== Source information

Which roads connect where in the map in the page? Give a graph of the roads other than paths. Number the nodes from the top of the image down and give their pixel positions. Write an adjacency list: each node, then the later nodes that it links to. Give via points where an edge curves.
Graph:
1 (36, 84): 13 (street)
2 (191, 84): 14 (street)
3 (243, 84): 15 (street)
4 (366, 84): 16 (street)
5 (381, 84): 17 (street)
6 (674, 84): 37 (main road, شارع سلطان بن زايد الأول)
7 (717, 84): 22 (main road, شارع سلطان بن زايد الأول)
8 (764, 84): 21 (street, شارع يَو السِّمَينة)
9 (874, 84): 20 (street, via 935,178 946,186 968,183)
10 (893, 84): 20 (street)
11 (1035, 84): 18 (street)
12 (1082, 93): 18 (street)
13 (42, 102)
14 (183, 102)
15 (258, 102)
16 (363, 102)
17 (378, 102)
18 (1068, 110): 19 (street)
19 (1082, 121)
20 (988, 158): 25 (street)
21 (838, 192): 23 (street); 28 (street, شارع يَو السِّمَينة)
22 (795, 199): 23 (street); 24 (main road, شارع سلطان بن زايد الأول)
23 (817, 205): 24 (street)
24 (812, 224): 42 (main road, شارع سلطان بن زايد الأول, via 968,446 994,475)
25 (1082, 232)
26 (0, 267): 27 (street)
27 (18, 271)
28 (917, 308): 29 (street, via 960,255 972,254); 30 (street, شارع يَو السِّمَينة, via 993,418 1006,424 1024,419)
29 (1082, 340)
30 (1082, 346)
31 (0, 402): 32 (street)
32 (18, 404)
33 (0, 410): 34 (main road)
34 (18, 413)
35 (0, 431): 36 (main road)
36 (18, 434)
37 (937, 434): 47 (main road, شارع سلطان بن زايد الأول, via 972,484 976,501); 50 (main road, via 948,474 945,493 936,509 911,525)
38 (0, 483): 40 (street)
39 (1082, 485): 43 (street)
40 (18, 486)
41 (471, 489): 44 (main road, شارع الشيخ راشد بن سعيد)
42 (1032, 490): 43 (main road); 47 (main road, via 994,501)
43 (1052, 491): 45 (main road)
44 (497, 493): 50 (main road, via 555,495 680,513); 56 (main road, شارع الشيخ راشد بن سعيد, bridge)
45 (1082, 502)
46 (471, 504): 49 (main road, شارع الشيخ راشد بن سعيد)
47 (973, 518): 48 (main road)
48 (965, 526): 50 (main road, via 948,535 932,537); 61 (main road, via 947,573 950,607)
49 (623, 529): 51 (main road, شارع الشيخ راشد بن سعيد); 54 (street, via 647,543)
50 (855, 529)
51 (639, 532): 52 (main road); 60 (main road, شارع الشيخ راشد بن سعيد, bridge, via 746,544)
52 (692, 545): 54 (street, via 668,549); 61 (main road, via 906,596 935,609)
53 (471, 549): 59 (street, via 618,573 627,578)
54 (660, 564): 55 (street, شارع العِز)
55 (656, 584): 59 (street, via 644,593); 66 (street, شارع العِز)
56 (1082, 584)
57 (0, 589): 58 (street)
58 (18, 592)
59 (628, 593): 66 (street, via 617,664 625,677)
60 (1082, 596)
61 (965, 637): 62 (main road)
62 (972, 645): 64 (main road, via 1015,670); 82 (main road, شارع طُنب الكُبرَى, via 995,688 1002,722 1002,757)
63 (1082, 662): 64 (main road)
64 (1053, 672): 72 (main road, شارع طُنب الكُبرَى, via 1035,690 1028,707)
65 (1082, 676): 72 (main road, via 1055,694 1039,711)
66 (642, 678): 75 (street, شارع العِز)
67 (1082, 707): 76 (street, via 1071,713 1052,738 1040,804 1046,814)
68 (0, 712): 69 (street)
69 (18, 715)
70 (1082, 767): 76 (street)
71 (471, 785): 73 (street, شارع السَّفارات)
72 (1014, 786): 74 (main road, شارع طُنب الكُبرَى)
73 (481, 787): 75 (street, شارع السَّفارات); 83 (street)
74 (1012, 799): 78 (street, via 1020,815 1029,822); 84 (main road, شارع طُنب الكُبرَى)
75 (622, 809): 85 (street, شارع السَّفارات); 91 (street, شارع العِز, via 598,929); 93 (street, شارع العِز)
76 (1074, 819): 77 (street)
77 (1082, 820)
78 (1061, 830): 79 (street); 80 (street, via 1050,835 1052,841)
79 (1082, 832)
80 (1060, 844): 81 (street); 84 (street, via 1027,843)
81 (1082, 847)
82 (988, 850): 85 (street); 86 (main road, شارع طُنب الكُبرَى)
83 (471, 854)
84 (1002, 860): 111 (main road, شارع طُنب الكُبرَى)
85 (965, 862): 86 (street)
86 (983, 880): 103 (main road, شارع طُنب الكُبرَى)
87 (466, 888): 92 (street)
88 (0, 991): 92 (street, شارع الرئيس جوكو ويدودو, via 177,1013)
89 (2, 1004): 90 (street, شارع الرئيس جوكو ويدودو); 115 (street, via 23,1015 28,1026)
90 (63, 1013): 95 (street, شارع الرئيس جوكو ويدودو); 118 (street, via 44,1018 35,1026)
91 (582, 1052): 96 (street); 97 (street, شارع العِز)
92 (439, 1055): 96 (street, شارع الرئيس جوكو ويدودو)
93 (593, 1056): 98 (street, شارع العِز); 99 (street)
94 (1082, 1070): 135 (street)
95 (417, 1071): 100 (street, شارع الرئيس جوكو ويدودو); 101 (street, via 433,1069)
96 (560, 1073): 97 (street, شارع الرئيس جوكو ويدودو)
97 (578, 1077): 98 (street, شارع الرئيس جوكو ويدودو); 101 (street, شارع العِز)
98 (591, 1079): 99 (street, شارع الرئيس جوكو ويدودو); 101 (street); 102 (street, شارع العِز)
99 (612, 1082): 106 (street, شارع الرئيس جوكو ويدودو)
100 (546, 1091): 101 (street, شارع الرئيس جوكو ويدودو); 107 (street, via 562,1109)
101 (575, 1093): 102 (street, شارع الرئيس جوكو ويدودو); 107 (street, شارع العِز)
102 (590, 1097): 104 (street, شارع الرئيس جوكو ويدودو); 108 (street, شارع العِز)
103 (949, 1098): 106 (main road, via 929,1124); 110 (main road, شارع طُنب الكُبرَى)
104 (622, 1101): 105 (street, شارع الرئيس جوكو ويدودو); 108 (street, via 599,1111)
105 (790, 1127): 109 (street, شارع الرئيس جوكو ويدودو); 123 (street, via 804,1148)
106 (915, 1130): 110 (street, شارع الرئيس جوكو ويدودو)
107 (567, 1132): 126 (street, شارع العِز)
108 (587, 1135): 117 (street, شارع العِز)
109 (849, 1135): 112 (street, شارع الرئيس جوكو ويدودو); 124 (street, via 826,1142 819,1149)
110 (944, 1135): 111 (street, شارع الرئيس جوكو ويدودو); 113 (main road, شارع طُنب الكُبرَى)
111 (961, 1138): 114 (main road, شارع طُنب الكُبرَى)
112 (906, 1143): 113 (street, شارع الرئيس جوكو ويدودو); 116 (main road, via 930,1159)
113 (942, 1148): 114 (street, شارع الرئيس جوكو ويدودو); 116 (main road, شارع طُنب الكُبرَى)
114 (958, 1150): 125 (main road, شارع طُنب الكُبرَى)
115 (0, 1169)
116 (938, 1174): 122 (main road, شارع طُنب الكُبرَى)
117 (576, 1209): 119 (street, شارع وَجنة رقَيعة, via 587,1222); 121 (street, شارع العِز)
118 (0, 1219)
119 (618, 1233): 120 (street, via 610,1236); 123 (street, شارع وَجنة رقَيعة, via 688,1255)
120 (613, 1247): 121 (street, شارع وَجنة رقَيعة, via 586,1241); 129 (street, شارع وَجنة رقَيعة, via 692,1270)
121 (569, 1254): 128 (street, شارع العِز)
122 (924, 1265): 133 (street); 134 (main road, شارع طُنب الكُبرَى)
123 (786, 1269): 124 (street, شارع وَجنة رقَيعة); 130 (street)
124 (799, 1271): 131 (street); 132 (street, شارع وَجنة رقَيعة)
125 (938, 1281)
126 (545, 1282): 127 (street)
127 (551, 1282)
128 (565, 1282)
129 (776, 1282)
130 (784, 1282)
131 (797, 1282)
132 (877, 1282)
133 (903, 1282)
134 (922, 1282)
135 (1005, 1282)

====

How to complete this task
A complete answer gives every line of the records holding "زايد".

Completed exercise
6 (674, 84): 37 (main road, شارع سلطان بن زايد الأول)
7 (717, 84): 22 (main road, شارع سلطان بن زايد الأول)
22 (795, 199): 23 (street); 24 (main road, شارع سلطان بن زايد الأول)
24 (812, 224): 42 (main road, شارع سلطان بن زايد الأول, via 968,446 994,475)
37 (937, 434): 47 (main road, شارع سلطان بن زايد الأول, via 972,484 976,501); 50 (main road, via 948,474 945,493 936,509 911,525)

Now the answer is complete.